In June, PACCAR Parts began operations at its new 260,000-square-foot parts distribution center (PDC) in Budapest, Hungary. The PDC supports DAF’s dealers and customers in Central and Eastern Europe. PACCAR Parts also completed a 45,000-square-foot expansion of the San Luis Potosi, Mexico, PDC. This investment will provide increased service to Kenworth dealers in Mexico where Kenworth’s trucks have earned a 40 percent share of the Class 8 market.
“PACCAR Parts operates 13 strategically located PDCs throughout the world providing daily delivery of aftermarket parts to PACCAR’s growing base of dealers and customers,” said Rick Gorman, PACCAR Parts general manager and PACCAR vice president. “PACCAR Parts has more than tripled its sales since 1996, reaching $2.3 billion in 2007.”

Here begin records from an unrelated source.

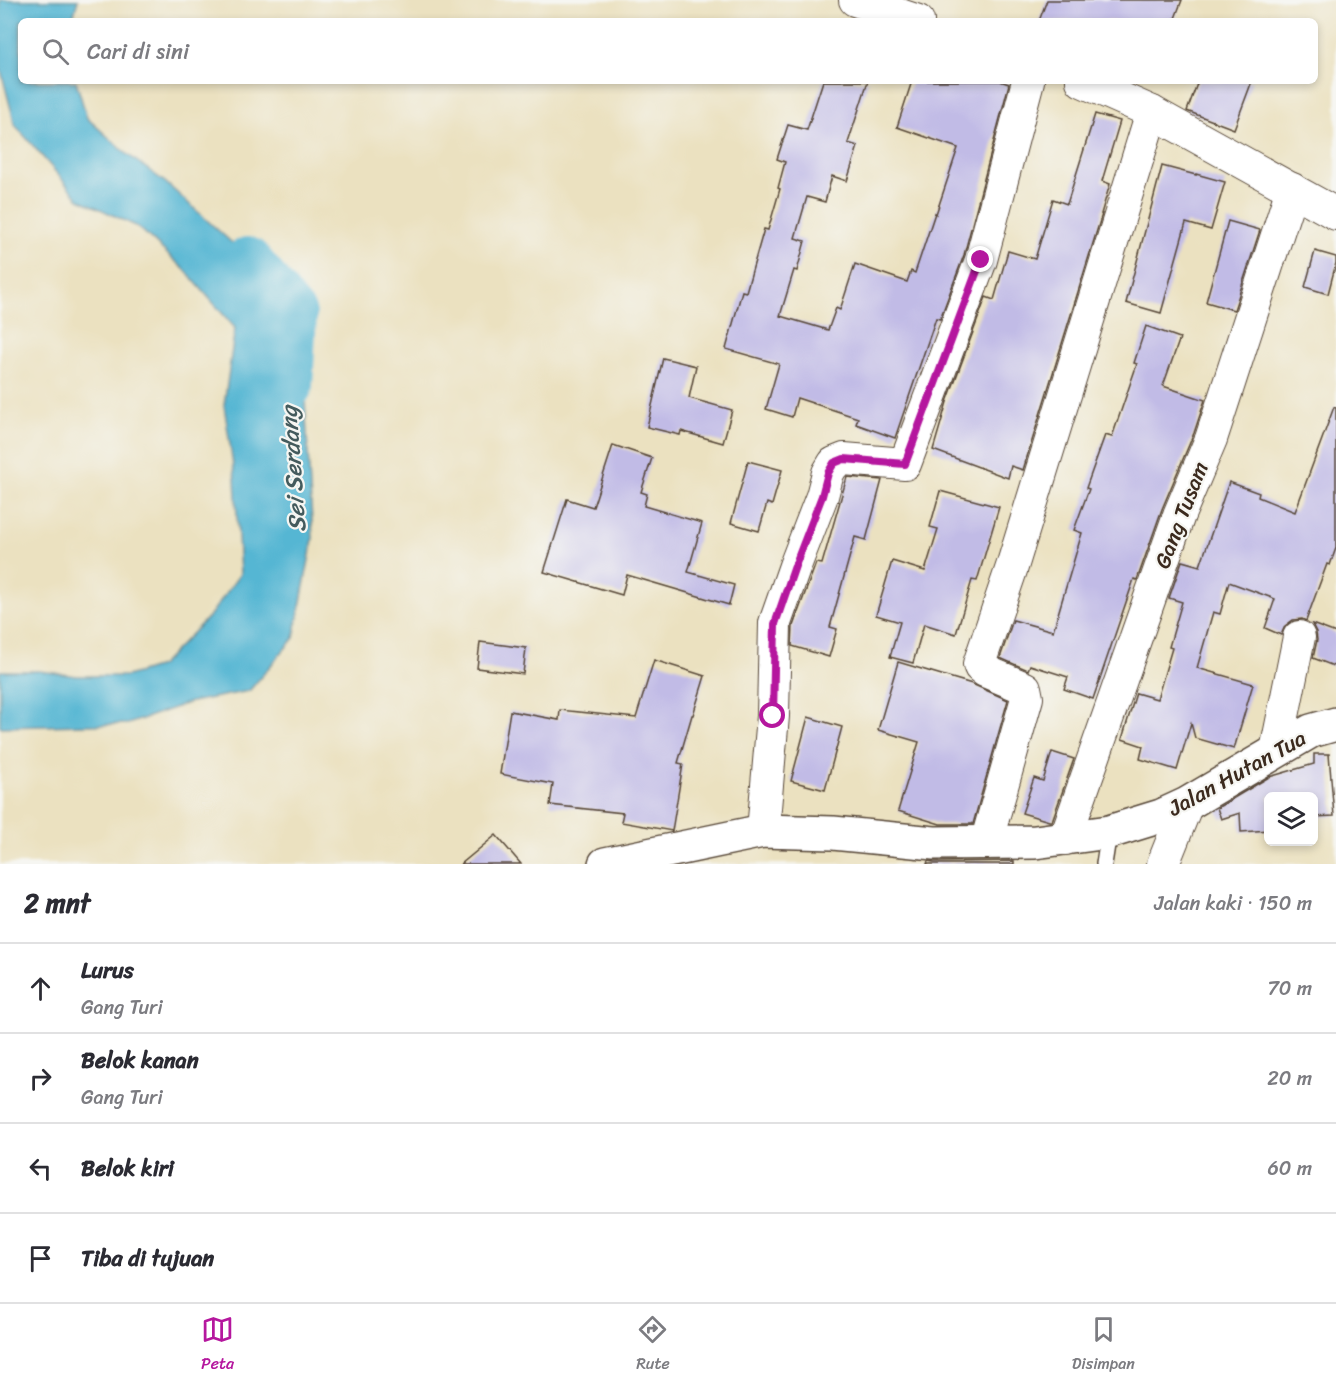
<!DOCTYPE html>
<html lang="id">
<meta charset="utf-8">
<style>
body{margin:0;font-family:Sriracha,sans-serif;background:#f7f7f7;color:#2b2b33}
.controls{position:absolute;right:18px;bottom:18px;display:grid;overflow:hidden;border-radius:9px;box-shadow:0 3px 9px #0003}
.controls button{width:54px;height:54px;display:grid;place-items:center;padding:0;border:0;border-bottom:2px solid #e1e1e2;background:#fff;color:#2b2b33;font:30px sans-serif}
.stop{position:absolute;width:18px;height:18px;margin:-14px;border:4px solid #b5179e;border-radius:50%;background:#fff}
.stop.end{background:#b5179e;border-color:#fff;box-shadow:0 2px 6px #0008}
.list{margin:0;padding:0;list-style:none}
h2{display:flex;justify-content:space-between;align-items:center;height:78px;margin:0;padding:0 24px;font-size:26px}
h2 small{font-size:20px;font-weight:400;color:#7c7c81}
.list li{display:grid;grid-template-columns:39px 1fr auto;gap:18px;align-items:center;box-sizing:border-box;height:90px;padding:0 24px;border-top:2px solid #e1e1e2}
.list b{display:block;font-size:22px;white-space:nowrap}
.list p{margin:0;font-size:20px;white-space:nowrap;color:#7c7c81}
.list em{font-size:20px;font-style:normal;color:#7c7c81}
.icon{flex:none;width:33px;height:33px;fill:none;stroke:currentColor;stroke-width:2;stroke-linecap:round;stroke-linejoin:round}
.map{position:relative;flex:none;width:1336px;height:864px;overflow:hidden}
.search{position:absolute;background:#fff;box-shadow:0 3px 9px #0003;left:18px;right:18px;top:18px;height:66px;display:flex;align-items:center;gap:15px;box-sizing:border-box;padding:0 21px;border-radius:9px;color:#7c7c81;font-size:22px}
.sheet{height:438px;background:#fff}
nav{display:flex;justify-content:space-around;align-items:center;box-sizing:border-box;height:84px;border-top:2px solid #e1e1e2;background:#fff;font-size:16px;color:#7c7c81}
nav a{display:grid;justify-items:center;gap:3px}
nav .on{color:#b5179e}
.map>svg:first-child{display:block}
.water{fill:#54b6d3;stroke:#487078;stroke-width:1.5}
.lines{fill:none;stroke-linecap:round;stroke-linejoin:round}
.river{stroke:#54b6d3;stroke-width:48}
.building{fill:#c1bbe6}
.service-casing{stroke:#554536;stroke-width:18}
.minor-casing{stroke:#554536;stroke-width:34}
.tertiary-casing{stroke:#554536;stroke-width:36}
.service{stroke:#fff;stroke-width:15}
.minor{stroke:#fff;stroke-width:32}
.tertiary{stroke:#fff;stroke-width:33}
.route{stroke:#b5179e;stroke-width:8}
.labels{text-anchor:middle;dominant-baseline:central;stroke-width:4.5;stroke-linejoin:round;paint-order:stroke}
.street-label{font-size:22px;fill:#3b2a1e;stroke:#f6f6f2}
.water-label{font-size:24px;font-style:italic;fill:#445b5d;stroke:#f6f6f2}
</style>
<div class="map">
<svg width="1336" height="864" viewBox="0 0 1336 864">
<rect width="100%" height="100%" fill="#f6f6f2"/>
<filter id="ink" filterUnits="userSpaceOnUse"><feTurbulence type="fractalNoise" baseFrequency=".0167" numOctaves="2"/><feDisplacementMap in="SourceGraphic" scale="12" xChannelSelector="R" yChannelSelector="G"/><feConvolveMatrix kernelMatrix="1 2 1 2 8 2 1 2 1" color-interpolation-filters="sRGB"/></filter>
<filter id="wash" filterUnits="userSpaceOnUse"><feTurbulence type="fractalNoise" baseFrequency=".008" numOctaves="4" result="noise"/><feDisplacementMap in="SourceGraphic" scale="24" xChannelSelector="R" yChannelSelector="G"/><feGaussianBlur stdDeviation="1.35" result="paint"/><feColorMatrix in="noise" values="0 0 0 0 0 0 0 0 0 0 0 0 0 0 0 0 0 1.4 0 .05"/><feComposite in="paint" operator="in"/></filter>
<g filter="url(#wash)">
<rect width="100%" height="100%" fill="#ebe1c0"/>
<polygon class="water" points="0,0 78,0 72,21 21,21 21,81 76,81 87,118 127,154 165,182 230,241 278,276 300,340 304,382 313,539 294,638 249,691 191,702 128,724 0,727 0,671 39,671 77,676 127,676 160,666 211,614 240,574 235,478 224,405 235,328 185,270 138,227 79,199 15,125 0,67"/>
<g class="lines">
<polyline class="river" points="248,261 293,315 289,385"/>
</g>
<g id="blocks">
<g class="building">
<polygon points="1047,0 1182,0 1174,21 1039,21"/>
<polygon points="823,81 868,81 848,143 858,146 847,181 832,176 825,202 807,197 795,238 805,241 797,271 794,270 780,316 828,330 836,308 840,310 855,264 907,282 911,271 915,273 935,213 936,214 958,148 897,127 912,81 1000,81 1009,84 964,255 940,319 936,318 895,438 856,424 858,418 797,398 792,417 766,409 779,364 726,349 742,291 746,292 764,229 768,230 780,189 778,188 785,162 777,159 788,125 807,130"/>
<polygon points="1198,81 1252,81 1234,129 1187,111"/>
<polygon points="1095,114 1120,121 1102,181 1110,184 1101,214 1102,214 1023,470 1011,466 1008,478 933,450 947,402 986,297 994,300 1008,251 1035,259 1053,199 1067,204"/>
<polygon points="1162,166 1196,175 1196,174 1225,182 1211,230 1186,223 1161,313 1126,303"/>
<polygon points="1228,221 1260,230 1234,310 1206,302"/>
<polygon points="1315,251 1336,257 1336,263 1328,294 1305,287"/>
<polygon points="1146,326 1180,338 1163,386 1205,400 1194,433 1162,509 1137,580 1134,579 1093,699 1064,689 1068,677 1030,665 1028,670 1000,658 1013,620 1053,631 1082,533 1074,530 1089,489 1086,488 1105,435 1112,437 1137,364 1134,363"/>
<polygon points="663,358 696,366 689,398 732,410 723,443 681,431 680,435 647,427"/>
<polygon points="1334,407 1336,408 1336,548 1330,565 1327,564 1306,621 1302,619 1293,620 1285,626 1281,635 1265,628 1275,599 1229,582 1220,614 1213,612 1197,668 1253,684 1234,749 1195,738 1191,723 1177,770 1140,759 1143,746 1122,739 1136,693 1157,699 1172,648 1169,647 1182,602 1169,598 1182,561 1200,566 1229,482 1259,493 1258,497 1295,512"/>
<polygon points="613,445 652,458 641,492 647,494 644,506 702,523 688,572 734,585 729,605 627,575 622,595 544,572 567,499 593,507"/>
<polygon points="748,461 782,470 772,505 767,503 759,531 731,523"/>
<polygon points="847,477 882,480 866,540 855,537 830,627 837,629 829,657 792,646 793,626 816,563 822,564"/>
<polygon points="940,491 999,507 977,581 972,580 956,634 924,624 913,663 890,657 900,622 876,615 892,561 925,571 938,529 930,527"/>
<polygon points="1312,624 1336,633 1336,667 1313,658 1317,640 1316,632"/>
<polygon points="480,642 526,648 523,674 477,668"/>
<polygon points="654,660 705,676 693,715 692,715 678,763 683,764 672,831 621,822 623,813 550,805 553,784 500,774 510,711 559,720 560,710 636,718"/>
<polygon points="898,662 972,684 1008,700 973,824 940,824 898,811 919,742 878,730"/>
<polygon points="808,717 842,727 825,790 791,781"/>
<polygon points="1052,752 1074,759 1052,821 1049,821 1022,813 1034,778 1043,781"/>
<polygon points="1314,754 1329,754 1334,816 1314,817 1314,796 1269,796 1269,830 1241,832 1240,813 1221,819 1217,808 1269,777 1314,764"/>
<polygon points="496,835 521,864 461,864"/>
<polygon points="928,861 934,862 1014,861 1014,864 927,864"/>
</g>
</g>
</g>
<g filter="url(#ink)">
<use href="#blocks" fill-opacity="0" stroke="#554536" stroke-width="1.5"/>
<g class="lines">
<g class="service-casing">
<polyline id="service" points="1104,864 1109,832"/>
</g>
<g class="minor-casing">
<g id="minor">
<polyline points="855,0 918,21"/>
<polyline points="1082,81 1152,112 1336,214"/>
<polyline points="1276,751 1299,637"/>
<polyline points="763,831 773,716 775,623 795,566 822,496 828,473 834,463 844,459 905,464 981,260 1028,81"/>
<polyline points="1065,839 1179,515 1211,439 1292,189"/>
<polyline points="986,843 1027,698 1025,688 985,671 980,667 979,664 1012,567 1152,112"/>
<polyline points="1163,864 1187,804"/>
</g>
</g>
<g class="tertiary-casing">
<polyline id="tertiary" points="605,864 763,831 833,833 934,843 1035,842 1109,832 1161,816 1187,804 1311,731 1336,724"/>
</g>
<use href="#service" class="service"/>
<use href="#minor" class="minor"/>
<use href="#tertiary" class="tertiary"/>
</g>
</g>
<g class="lines" filter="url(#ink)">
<polyline class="route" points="773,716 775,624 795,566 822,496 828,473 834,463 844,459 905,464 981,260"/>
</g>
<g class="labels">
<g class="street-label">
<text transform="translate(1181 515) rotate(-69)">Gang Tusam</text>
<text transform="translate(1237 773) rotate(-29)">Jalan Hutan Tua</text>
</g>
<g class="water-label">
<text transform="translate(293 469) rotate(-94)">Sei Serdang</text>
</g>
</g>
</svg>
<div class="controls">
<button><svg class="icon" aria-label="layers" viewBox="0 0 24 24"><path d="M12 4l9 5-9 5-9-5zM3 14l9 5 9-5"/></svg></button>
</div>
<div class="stop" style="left:773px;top:716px"></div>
<div class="stop end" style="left:981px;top:260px"></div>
<div class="search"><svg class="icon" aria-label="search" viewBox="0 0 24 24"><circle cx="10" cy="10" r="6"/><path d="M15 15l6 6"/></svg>Cari di sini</div>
</div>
<section class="sheet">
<h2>2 mnt<small>Jalan kaki · 150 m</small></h2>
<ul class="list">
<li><svg class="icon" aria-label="ahead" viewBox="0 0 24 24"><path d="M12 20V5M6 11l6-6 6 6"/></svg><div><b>Lurus</b><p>Gang Turi</p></div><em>70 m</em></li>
<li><svg class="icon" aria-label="right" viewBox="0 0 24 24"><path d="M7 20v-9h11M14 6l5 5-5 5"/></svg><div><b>Belok kanan</b><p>Gang Turi</p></div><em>20 m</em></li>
<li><svg class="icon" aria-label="left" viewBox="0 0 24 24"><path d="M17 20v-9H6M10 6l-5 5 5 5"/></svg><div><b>Belok kiri</b></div><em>60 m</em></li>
<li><svg class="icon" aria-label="arrive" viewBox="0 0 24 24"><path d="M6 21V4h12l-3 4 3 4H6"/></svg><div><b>Tiba di tujuan</b></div></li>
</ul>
</section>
<nav>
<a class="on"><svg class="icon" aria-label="map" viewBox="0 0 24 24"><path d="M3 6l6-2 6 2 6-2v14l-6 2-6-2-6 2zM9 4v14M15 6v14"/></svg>Peta</a>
<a><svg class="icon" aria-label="directions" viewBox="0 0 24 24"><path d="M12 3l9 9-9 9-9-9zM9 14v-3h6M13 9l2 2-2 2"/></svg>Rute</a>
<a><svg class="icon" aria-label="saved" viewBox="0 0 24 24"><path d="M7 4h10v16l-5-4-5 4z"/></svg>Disimpan</a>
</nav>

For over a decade, PACCAR has achieved an annual goal of improving operating efficiency in its manufacturing facilities by 5-7 percent through Six Sigma, focused capital investment and optimized product design. This proactive lean production philosophy has enabled the company to partially offset the increasing commodity prices affecting components such as tires, steel rails, lubricants and cab panels. George West, PACCAR vice president, commented, “Kenworth’s Chillicothe factory recently established a new productivity record, which is remarkable considering the lower build rates in today’s challenging market.” Kenworth is investing nearly $30 million to install a second robotic cab paint facility, which will enhance product quality and increase capacity and productivity.